Un año antes de la muerte de san Francisco de Asís, el santo visitó a santa Clara en San Damián. Se encontraba profundamente abatido. La enfermedad, la casi total ceguera y las dificultades surgidas dentro de la Orden pesaban sobre su alma. Después de escucharle en silencio, Clara pronunció solamente cuatro palabras: “Dios es, y basta”. No necesitó decir nada más. Aquellas palabras bastaron para devolver la paz al corazón de Francisco, que salió de allí lleno de alegría, alabando al Señor.
También esa podría haber sido la divisa de san Charbel. Él no escribió grandes tratados ni predicó a las multitudes. Su vida entera fue una silenciosa proclamación de que “Dios es, y basta”. Cuando un hombre descubre de verdad que Dios existe, que Dios ama y que Dios llena el corazón, todo lo demás encuentra su sitio. No dejan de existir los sufrimientos, las renuncias o la soledad, pero dejan de ocupar el primer lugar. El Absoluto ha aparecido y todo lo demás queda iluminado por Él.

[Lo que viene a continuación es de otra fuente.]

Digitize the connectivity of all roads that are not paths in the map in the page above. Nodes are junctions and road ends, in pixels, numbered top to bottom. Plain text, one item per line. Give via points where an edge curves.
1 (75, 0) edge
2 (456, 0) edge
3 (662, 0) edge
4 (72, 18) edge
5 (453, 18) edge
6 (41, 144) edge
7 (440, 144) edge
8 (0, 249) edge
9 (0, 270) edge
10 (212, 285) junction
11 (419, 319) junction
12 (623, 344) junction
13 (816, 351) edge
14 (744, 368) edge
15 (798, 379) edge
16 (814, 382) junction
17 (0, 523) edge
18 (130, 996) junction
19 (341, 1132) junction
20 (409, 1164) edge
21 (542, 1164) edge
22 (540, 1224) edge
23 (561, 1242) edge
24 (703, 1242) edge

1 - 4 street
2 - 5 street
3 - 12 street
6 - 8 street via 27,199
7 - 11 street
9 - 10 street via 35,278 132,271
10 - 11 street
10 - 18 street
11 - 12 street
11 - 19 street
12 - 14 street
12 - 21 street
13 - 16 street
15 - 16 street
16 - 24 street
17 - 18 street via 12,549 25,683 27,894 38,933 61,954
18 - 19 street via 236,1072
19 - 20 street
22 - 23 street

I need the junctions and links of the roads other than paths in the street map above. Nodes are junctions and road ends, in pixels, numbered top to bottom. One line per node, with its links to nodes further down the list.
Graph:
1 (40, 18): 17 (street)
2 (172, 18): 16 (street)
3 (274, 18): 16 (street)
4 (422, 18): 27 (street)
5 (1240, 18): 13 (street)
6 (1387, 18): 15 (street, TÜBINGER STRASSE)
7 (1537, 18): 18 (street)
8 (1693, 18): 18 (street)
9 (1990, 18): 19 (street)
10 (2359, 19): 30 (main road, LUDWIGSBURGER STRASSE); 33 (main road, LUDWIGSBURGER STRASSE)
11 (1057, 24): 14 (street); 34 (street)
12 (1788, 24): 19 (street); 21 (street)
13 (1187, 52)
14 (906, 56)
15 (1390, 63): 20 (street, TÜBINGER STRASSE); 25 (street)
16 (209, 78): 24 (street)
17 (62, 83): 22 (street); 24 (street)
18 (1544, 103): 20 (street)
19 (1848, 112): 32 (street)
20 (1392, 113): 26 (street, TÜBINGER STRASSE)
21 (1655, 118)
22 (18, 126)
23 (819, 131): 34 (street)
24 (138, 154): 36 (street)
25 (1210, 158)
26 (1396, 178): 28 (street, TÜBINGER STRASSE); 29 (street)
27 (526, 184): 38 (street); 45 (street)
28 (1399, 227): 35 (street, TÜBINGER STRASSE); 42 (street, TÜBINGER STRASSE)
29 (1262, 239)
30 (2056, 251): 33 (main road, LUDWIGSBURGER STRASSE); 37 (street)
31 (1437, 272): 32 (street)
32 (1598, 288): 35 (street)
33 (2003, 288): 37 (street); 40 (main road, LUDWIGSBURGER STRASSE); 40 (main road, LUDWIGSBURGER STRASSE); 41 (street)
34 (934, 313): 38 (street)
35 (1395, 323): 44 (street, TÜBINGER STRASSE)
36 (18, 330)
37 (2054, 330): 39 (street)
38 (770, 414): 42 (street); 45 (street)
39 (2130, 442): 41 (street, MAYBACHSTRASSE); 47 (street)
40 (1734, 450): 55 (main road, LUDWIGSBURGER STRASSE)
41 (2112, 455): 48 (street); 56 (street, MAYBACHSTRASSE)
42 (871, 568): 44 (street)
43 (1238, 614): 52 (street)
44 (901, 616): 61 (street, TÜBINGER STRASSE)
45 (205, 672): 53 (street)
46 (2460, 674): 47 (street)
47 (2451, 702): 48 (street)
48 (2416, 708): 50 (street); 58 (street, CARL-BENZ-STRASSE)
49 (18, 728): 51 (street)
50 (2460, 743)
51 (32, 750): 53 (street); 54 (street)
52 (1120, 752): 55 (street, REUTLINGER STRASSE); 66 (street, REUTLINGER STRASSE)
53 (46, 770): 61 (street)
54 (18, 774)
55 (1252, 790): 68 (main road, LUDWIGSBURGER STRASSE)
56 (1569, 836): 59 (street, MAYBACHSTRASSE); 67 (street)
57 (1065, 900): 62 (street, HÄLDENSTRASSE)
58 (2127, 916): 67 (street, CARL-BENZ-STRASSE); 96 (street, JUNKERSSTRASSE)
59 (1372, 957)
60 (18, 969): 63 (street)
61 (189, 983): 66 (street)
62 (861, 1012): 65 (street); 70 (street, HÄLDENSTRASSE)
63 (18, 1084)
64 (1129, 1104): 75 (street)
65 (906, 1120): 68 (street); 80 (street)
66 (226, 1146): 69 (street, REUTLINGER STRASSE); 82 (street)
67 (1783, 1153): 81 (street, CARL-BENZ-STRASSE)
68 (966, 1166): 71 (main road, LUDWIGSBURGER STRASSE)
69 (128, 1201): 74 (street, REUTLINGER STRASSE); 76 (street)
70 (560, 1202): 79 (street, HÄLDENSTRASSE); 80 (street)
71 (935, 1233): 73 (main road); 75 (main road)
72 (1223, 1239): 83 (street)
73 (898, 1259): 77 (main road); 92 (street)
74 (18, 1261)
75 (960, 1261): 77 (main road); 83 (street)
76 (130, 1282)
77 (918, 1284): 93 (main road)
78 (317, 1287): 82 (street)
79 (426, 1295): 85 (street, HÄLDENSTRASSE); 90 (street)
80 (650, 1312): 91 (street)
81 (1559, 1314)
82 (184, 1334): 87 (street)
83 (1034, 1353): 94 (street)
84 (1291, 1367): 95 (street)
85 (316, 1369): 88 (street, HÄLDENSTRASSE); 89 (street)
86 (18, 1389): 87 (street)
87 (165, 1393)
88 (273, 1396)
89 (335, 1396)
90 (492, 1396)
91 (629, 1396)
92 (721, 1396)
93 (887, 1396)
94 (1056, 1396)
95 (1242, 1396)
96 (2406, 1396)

Quizá por eso san Charbel, sorprendentemente, atrae hoy a tantos hombres y mujeres, precisamente en una época tan distinta de la suya. Vivimos rodeados de ruido, de prisas y de distracciones; buscamos continuamente algo que calme nuestra inquietud. Y, sin embargo, el testimonio de aquel humilde ermitaño sigue diciendo, con una fuerza extraordinaria, que el corazón humano solo descansa cuando descansa en Dios. Lo que parecía una vida escondida se ha convertido en un faro para miles de personas.
San Charbel, enséñanos a buscar a Dios por encima de todas las cosas, para que nuestro corazón encuentre en Él la paz, la alegría y la plenitud que nunca pasan. Amén.